## DATA BELOW
========
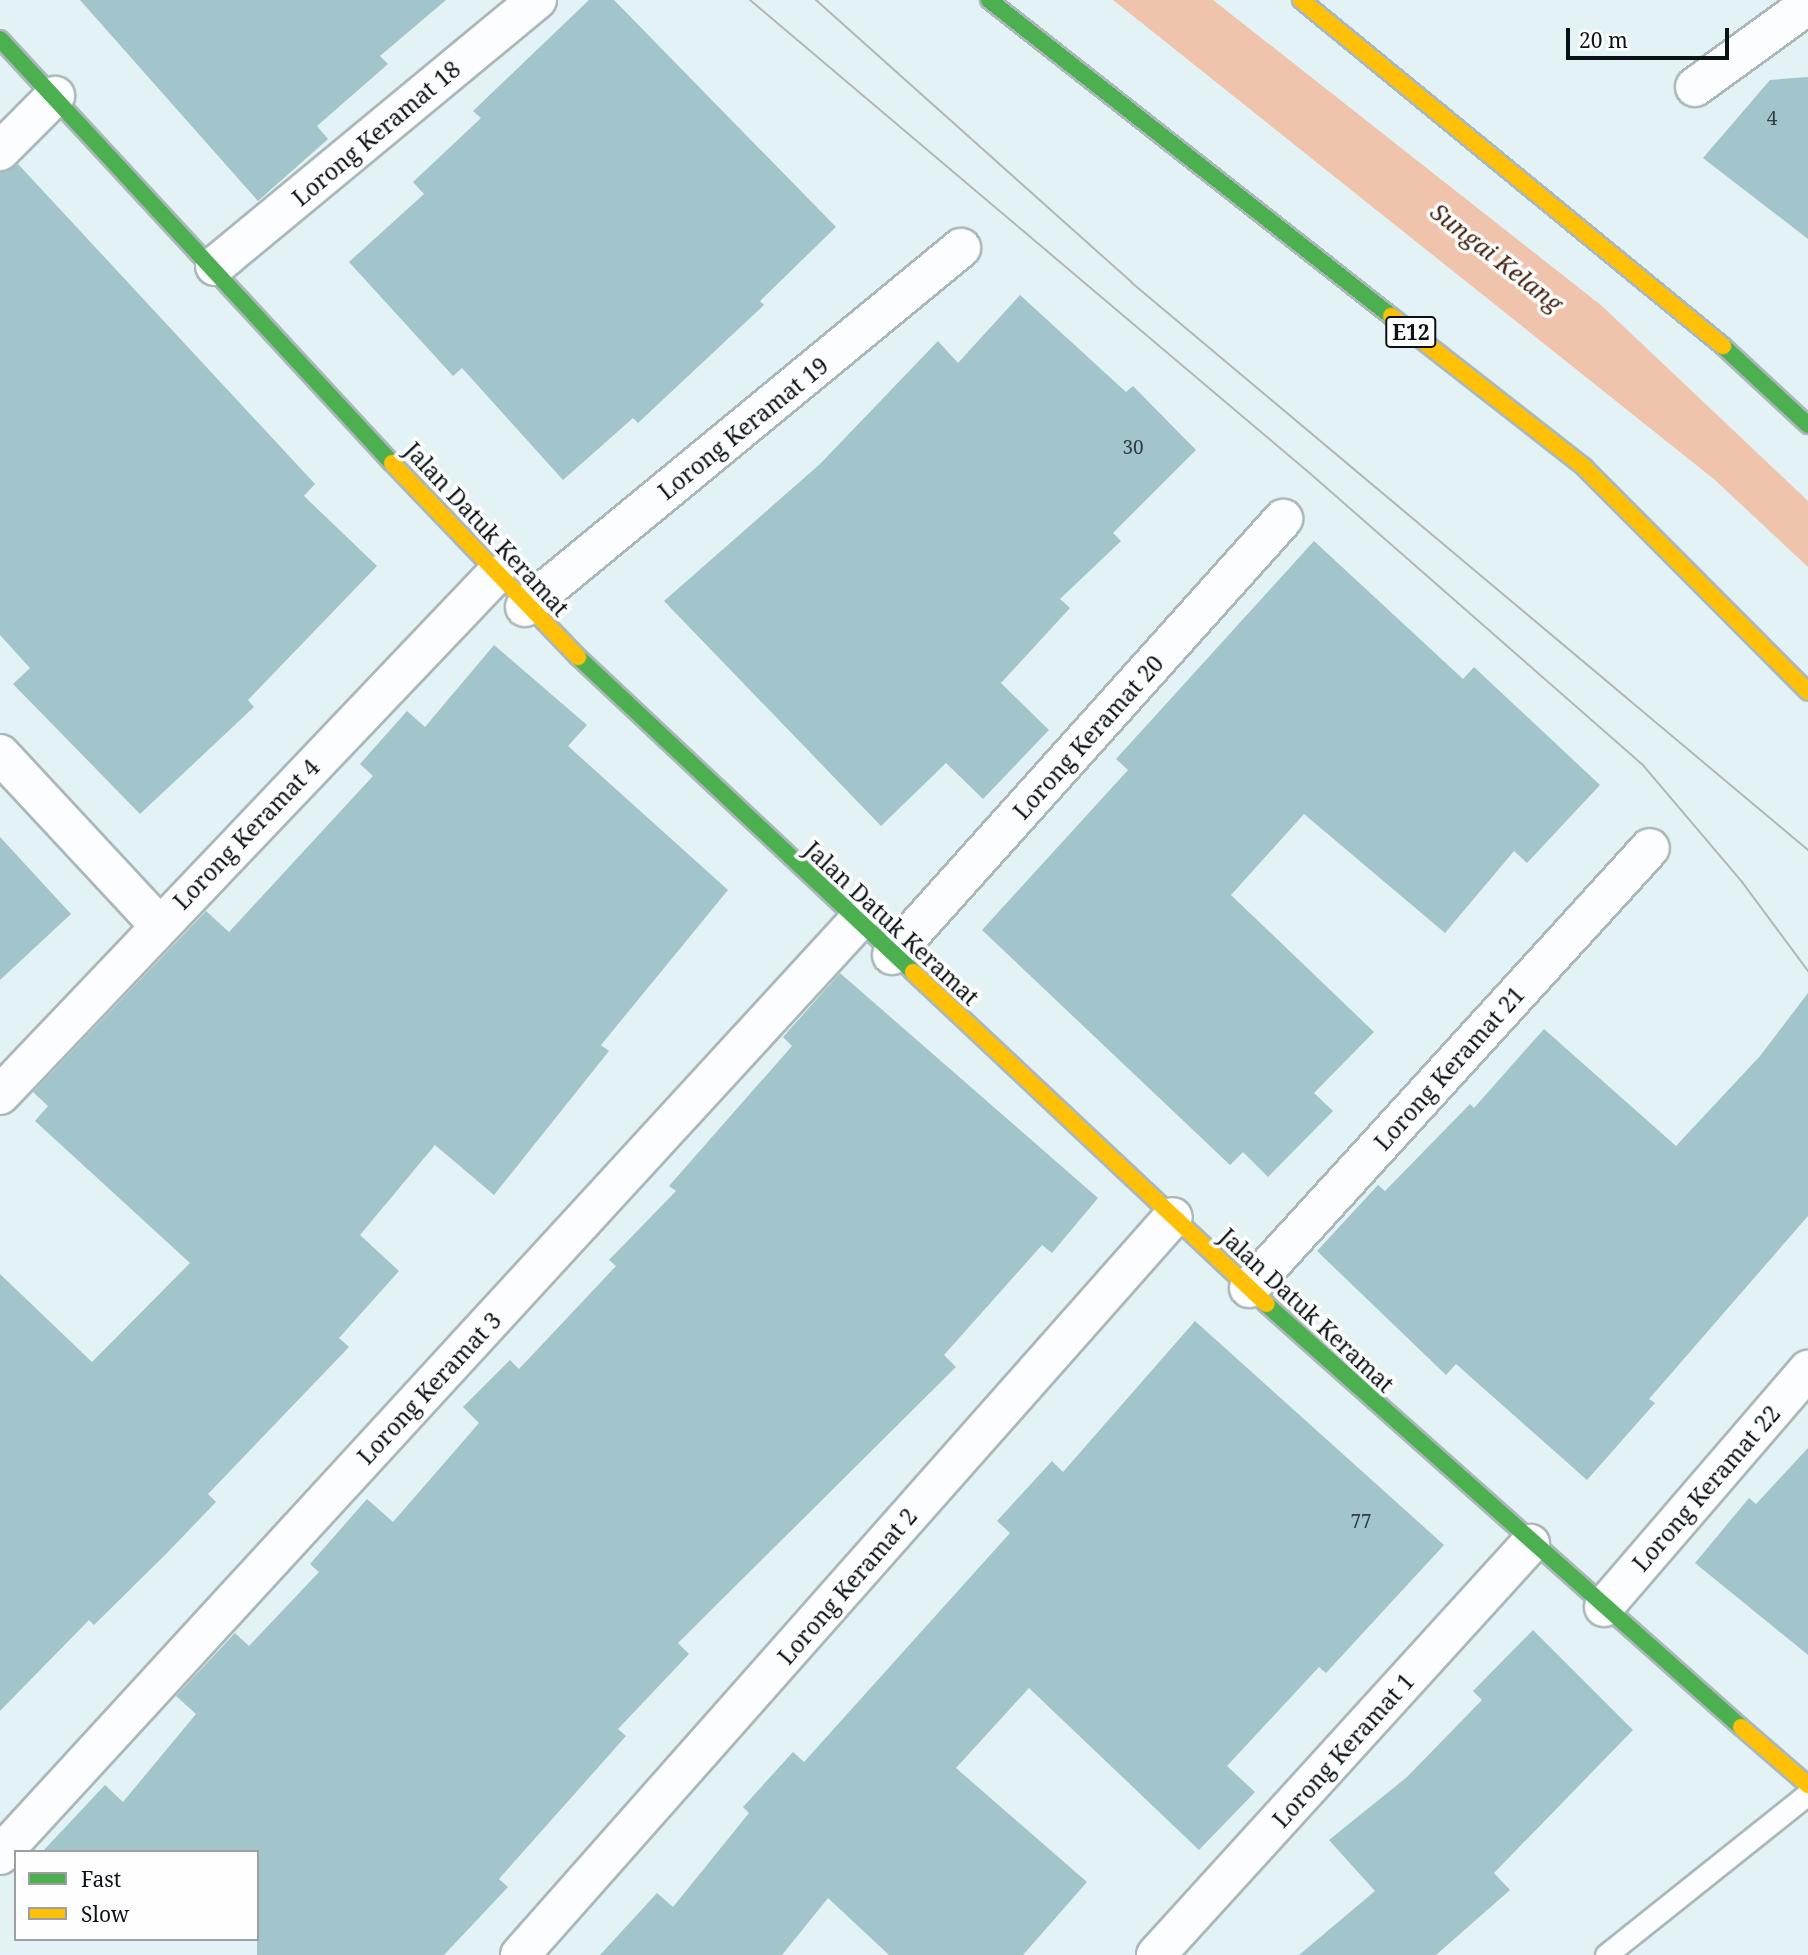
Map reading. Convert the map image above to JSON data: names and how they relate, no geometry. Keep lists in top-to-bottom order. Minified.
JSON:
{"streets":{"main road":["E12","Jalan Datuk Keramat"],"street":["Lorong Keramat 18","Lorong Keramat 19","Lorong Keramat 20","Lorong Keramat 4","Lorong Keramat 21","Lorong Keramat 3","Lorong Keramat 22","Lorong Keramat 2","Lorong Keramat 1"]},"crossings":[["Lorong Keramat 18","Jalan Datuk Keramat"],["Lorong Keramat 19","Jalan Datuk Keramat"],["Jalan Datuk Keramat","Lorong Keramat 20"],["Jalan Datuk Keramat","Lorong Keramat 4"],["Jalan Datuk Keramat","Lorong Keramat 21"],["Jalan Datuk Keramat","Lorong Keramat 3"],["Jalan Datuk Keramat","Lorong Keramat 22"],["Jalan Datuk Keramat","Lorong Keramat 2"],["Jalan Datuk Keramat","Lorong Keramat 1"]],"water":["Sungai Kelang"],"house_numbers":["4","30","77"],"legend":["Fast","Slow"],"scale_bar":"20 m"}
========
## YOUR GOAL
Pictures must not appear in the copy, which must otherwise match the listing exactly.

## SOLVED PROBLEM
Map reading. Convert the map image above to JSON data: names and how they relate, no geometry. Keep lists in top-to-bottom order. Minified.
JSON:
{"streets":{"main road":["E12","Jalan Datuk Keramat"],"street":["Lorong Keramat 18","Lorong Keramat 19","Lorong Keramat 20","Lorong Keramat 4","Lorong Keramat 21","Lorong Keramat 3","Lorong Keramat 22","Lorong Keramat 2","Lorong Keramat 1"]},"crossings":[["Lorong Keramat 18","Jalan Datuk Keramat"],["Lorong Keramat 19","Jalan Datuk Keramat"],["Jalan Datuk Keramat","Lorong Keramat 20"],["Jalan Datuk Keramat","Lorong Keramat 4"],["Jalan Datuk Keramat","Lorong Keramat 21"],["Jalan Datuk Keramat","Lorong Keramat 3"],["Jalan Datuk Keramat","Lorong Keramat 22"],["Jalan Datuk Keramat","Lorong Keramat 2"],["Jalan Datuk Keramat","Lorong Keramat 1"]],"water":["Sungai Kelang"],"house_numbers":["4","30","77"],"legend":["Fast","Slow"],"scale_bar":"20 m"}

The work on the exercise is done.